*WHAT THE EXERCISE ASKS*: Where in the entries below does "roads" appear? Copy every line that has it.

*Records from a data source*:
Content starts

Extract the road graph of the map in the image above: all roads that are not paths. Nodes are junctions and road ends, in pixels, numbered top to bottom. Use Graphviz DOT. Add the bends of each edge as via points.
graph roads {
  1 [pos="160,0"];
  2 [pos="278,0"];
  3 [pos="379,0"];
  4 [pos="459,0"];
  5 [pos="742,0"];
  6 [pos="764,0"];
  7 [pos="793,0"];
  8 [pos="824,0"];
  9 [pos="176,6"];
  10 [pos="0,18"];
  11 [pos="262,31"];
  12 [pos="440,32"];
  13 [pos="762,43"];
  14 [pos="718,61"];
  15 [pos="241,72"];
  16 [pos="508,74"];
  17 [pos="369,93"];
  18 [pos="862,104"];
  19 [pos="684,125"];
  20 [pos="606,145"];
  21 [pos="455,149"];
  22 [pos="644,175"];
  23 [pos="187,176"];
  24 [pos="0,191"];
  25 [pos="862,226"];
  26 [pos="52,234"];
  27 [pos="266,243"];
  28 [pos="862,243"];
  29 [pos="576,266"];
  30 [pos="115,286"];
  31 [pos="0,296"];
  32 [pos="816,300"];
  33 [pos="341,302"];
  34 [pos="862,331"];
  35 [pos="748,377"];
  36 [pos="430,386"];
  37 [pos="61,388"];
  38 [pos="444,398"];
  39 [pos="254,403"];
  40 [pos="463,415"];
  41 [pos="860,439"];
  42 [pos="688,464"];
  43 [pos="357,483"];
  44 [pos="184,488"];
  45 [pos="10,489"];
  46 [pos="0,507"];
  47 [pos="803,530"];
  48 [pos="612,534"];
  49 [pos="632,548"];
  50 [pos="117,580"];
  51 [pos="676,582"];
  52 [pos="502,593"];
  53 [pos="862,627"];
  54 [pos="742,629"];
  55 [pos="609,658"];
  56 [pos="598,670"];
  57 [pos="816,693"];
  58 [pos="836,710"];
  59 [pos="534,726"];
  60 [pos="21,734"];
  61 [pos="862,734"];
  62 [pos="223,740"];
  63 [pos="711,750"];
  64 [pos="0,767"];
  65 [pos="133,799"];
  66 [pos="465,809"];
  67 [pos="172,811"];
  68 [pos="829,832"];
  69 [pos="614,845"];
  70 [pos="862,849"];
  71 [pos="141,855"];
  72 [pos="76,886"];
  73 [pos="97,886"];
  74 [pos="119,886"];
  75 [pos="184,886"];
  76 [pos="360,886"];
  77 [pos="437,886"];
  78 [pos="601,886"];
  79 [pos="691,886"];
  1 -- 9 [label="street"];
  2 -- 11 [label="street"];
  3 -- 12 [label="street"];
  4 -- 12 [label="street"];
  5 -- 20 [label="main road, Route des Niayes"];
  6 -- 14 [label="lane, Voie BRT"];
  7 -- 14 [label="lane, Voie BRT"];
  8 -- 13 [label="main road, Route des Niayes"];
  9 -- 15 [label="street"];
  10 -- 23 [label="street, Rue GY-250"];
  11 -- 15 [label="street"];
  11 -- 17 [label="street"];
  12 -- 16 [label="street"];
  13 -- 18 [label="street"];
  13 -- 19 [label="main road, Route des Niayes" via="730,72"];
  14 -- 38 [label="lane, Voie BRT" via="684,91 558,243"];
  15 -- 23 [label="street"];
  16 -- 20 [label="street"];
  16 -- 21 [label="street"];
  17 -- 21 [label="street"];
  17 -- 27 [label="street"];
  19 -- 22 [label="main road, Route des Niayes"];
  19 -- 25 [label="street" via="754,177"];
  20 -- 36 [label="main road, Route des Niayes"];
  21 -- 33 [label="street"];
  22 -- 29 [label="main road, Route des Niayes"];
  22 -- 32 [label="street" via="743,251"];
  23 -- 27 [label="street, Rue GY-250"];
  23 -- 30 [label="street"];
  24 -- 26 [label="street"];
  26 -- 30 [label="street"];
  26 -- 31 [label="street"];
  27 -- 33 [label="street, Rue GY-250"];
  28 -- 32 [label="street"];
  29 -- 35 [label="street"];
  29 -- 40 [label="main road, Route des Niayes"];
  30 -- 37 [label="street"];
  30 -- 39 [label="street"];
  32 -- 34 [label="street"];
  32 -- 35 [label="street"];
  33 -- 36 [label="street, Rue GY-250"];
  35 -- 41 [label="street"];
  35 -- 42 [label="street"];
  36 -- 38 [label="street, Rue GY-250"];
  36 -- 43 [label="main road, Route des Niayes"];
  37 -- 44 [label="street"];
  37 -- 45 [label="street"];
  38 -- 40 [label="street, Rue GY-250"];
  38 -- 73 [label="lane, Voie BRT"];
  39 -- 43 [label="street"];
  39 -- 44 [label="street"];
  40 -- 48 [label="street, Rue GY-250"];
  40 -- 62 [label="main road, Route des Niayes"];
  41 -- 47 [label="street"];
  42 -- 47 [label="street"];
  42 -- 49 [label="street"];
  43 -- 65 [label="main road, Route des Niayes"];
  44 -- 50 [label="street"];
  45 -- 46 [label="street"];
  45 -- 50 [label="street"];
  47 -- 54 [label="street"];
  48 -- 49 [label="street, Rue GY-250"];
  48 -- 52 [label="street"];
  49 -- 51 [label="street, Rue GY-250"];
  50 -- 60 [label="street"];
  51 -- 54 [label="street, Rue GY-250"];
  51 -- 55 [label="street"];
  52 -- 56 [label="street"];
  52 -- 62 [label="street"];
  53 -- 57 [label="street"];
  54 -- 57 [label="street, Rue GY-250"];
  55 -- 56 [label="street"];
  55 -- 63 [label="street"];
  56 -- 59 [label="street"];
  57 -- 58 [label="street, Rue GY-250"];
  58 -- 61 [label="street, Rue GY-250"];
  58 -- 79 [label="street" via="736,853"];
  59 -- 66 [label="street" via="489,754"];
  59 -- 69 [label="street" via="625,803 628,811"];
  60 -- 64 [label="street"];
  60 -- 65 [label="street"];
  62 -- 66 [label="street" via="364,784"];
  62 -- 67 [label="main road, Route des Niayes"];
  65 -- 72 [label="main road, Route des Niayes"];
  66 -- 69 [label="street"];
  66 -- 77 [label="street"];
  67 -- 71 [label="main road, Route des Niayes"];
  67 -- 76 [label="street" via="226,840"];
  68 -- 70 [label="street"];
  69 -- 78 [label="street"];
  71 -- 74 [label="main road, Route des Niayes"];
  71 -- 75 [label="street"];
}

Content ends

*TASK SOLUTION*:
Extract the road graph of the map in the image above: all roads that are not paths. Nodes are junctions and road ends, in pixels, numbered top to bottom. Use Graphviz DOT. Add the bends of each edge as via points.
graph roads {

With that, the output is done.